= PROBLEM DETAILS =
Copy each line below containing "Espanca".

= GIVEN DATA =
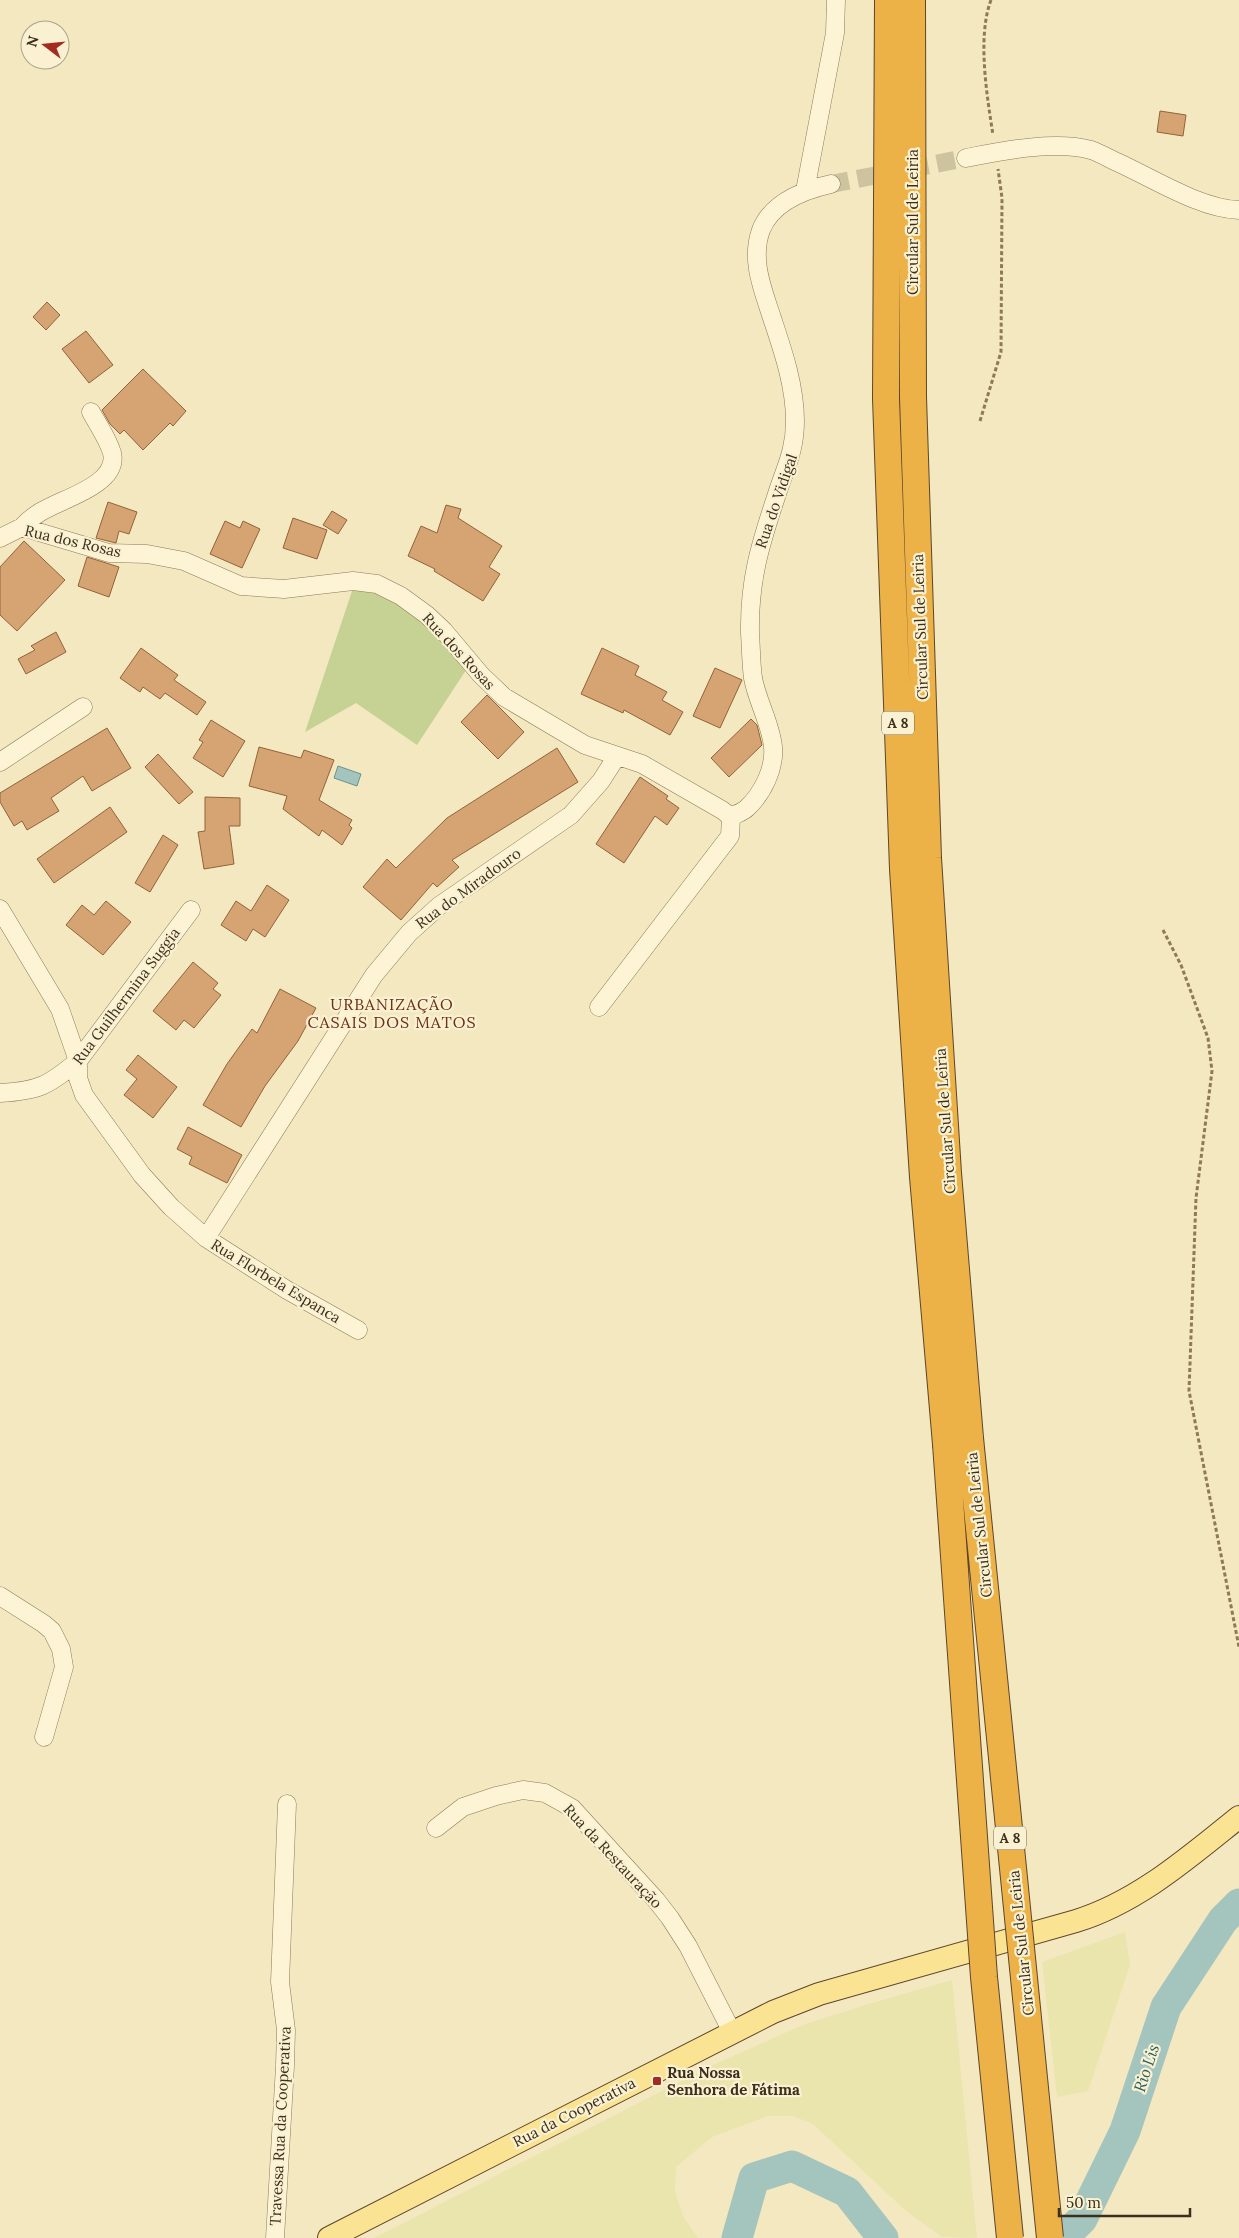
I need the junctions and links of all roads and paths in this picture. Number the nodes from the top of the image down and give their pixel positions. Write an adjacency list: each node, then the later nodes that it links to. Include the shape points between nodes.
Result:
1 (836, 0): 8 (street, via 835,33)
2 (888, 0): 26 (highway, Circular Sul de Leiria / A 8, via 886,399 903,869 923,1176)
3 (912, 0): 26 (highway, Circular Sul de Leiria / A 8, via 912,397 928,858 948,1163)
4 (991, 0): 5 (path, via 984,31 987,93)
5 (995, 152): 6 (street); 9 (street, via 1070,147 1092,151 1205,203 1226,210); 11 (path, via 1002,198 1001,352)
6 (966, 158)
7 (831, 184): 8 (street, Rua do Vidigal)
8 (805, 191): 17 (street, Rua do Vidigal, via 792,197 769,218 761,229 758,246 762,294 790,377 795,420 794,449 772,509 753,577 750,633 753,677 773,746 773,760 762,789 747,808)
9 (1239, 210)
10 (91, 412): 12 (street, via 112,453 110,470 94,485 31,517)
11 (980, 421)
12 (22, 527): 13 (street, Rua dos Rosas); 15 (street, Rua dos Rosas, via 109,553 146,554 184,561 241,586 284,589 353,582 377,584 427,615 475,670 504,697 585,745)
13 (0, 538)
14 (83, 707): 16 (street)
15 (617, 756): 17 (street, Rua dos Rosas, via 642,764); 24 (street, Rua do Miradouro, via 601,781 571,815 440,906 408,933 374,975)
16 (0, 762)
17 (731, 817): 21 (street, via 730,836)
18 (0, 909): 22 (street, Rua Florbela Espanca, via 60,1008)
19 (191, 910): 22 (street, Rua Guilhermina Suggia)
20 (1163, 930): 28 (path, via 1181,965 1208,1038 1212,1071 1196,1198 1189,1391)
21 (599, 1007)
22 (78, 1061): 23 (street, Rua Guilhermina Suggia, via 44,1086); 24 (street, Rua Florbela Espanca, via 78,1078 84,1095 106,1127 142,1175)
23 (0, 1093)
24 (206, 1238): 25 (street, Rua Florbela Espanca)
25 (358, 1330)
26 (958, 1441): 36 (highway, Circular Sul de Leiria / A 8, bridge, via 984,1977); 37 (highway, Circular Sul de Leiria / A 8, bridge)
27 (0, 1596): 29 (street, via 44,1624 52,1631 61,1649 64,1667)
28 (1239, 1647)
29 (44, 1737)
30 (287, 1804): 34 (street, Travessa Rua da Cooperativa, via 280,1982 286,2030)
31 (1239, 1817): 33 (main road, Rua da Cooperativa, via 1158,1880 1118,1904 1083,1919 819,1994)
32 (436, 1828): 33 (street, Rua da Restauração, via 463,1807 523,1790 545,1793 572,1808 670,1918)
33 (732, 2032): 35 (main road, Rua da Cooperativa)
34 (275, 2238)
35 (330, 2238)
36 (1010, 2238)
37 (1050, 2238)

= RESULT =
18 (0, 909): 22 (street, Rua Florbela Espanca, via 60,1008)
22 (78, 1061): 23 (street, Rua Guilhermina Suggia, via 44,1086); 24 (street, Rua Florbela Espanca, via 78,1078 84,1095 106,1127 142,1175)
24 (206, 1238): 25 (street, Rua Florbela Espanca)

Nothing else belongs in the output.